ABSTRACT

Swahili-speaking women along the East African coast and also inland in some areas wear rectangular cotton cloths, measuring about 150 cm × 110 cm and bearing patterns made up of two to three dominant colours (originally red, blue and black on a white background but now more varied). The cloth is known as kanga or leso, the latter term largely confined to Kenya. The term kanga means guinea-fowl and may have referred originally to an early pattern of white spots on a dark background, while leso is derived from the Portuguese word for handkerchief. But the Portuguese influence is relatively recent. Significant Indian Ocean trade is documented since at least the early ninth century AD, with the specific commercial and cultural ties between India and East Africa over the last few hundred years well captured in the history of the emergence of the kanga cloth (Amory 1985:41). According to Amory’s account (the first full history of the kanga) it was probably Indian cotton cloth which early on gradually replaced indigenous East African products, including barkcloth, eventually dominating production and distribution in the 1700s.

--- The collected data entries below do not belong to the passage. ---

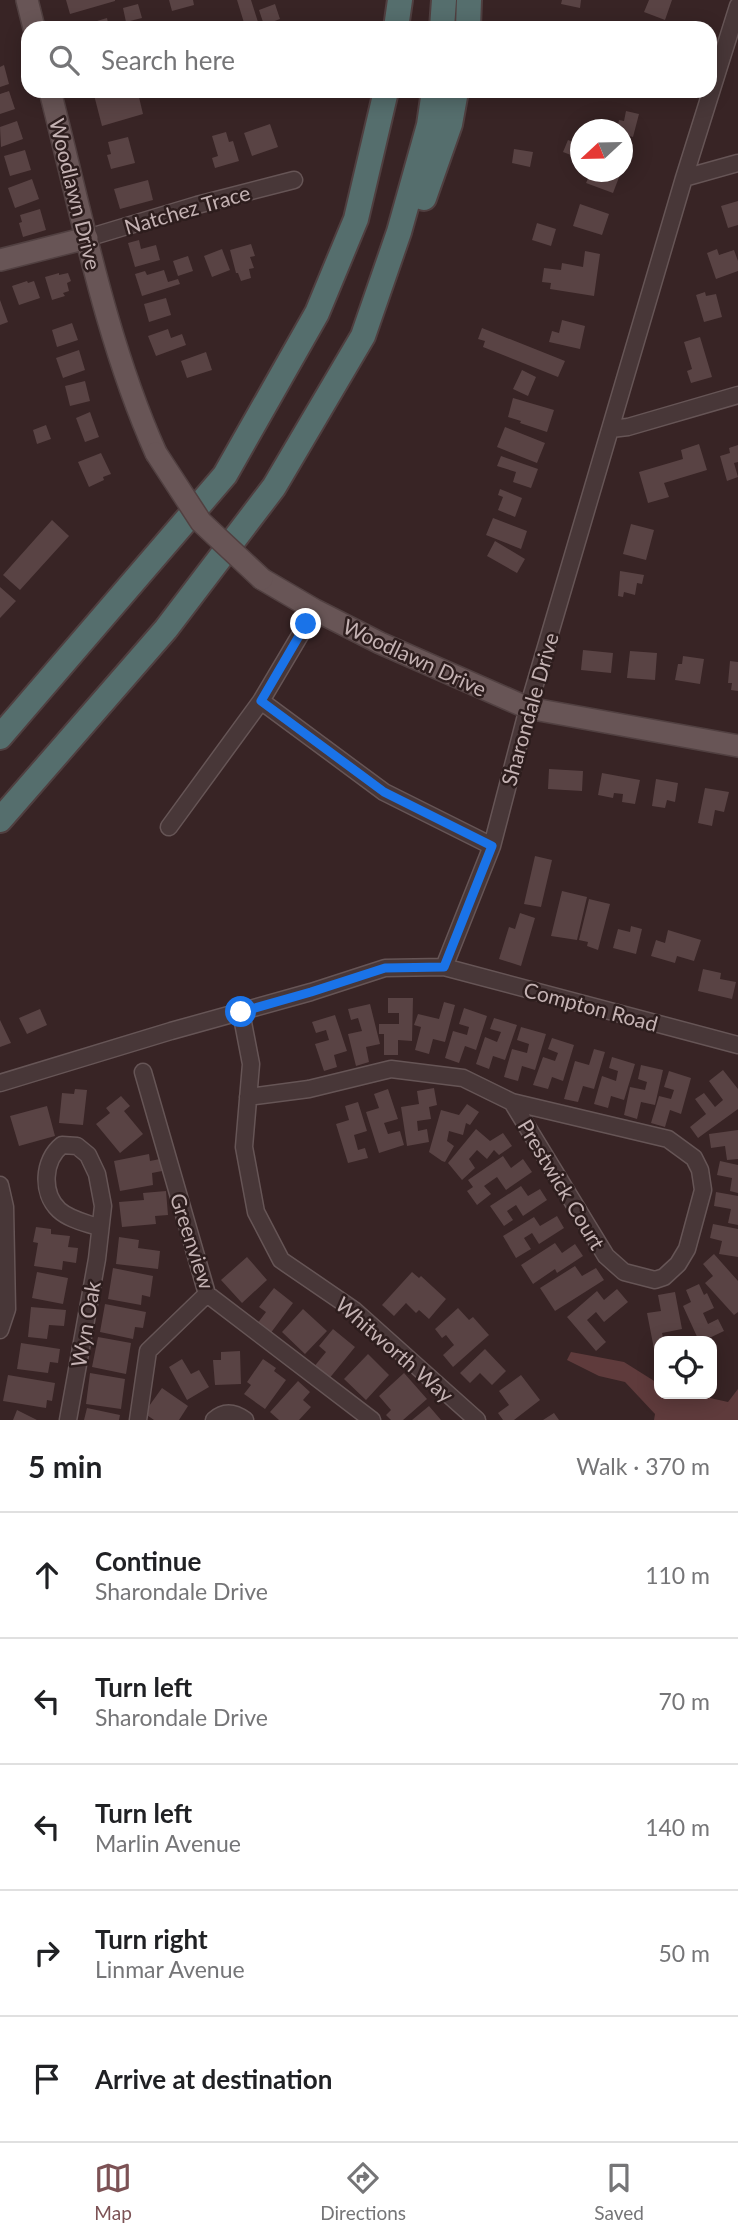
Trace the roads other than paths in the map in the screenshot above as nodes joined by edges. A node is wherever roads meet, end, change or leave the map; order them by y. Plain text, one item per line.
1 (27, 0) edge
2 (390, 0) edge
3 (400, 0) edge
4 (444, 0) edge
5 (469, 0) edge
6 (738, 6) edge
7 (32, 21) edge
8 (390, 21) edge
9 (397, 21) edge
10 (443, 21) edge
11 (468, 21) edge
12 (717, 73) edge
13 (52, 98) edge
14 (384, 98) edge
15 (433, 98) edge
16 (455, 98) edge
17 (709, 98) edge
18 (738, 163) edge
19 (684, 178) junction
20 (294, 180) dead end
21 (87, 238) junction
22 (0, 260) edge
23 (363, 335) junction
24 (738, 395) edge
25 (611, 429) junction
26 (315, 610) junction
27 (261, 701) junction
28 (528, 708) junction
29 (0, 737) edge
30 (738, 746) edge
31 (0, 820) edge
32 (169, 827) dead end
33 (492, 846) junction
34 (444, 967) junction
35 (241, 1012) junction
36 (738, 1045) edge
37 (143, 1072) dead end
38 (0, 1083) edge
39 (248, 1097) junction
40 (512, 1101) junction
41 (0, 1185) edge
42 (100, 1228) junction
43 (207, 1294) junction
44 (0, 1331) edge
45 (68, 1420) edge
46 (138, 1420) edge
47 (214, 1420) edge
48 (245, 1420) edge
49 (372, 1420) edge
50 (477, 1420) edge

1 - 7 main road
2 - 8 highway
3 - 9 highway
4 - 10 highway
5 - 11 highway
6 - 12 street, Sharondale Drive
13 - 21 main road, Woodlawn Drive
14 - 29 highway
15 - 23 highway
16 - 23 highway
17 - 19 street, Sharondale Drive
18 - 19 street
19 - 25 street, Sharondale Drive
20 - 21 street, Natchez Trace
21 - 22 main road, Natchez Trace
21 - 26 main road, Woodlawn Drive, bridge
23 - 31 highway
24 - 25 street
25 - 28 street, Sharondale Drive
26 - 27 street
26 - 28 main road, Woodlawn Drive
27 - 32 street
27 - 33 street
28 - 30 main road, Woodlawn Drive
28 - 33 street, Sharondale Drive
33 - 34 street, Sharondale Drive
34 - 35 street
34 - 36 street, Compton Road
35 - 38 street
35 - 39 street, Whitworth Way
37 - 43 street, Greenview
39 - 40 street, Prestwick Court
39 - 50 street, Whitworth Way
40 - 40 street, Prestwick Court
41 - 44 street
42 - 42 street, Wyn Oak
42 - 45 street, Wyn Oak
43 - 46 street
43 - 49 street, Greenview
47 - 48 street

By the mid-nineteenth century, the ‘flimsy’ Indian cloth called kaniki was being ousted by the stronger North American product locally called merikani, itself soon copied by British manufacturers in Manchester. But the Indian or South Asian involvement continued as instanced in the role of a Sunni Muslim entrepreneur from what is now Pakistan, ‘Abdullah’ Essak, who set up business in Mombasa in 1887 and claims to have been the first to have ‘names’ or sayings printed on the decorated cloth wraps used by women. British, American, Dutch and Japanese imports of cotton wraps dominated the East African market throughout the twentieth century. However, by the 1970s, textile mills were set up in Kenya and, in 1985, in Tanzania, although these still had to compete with foreign imports.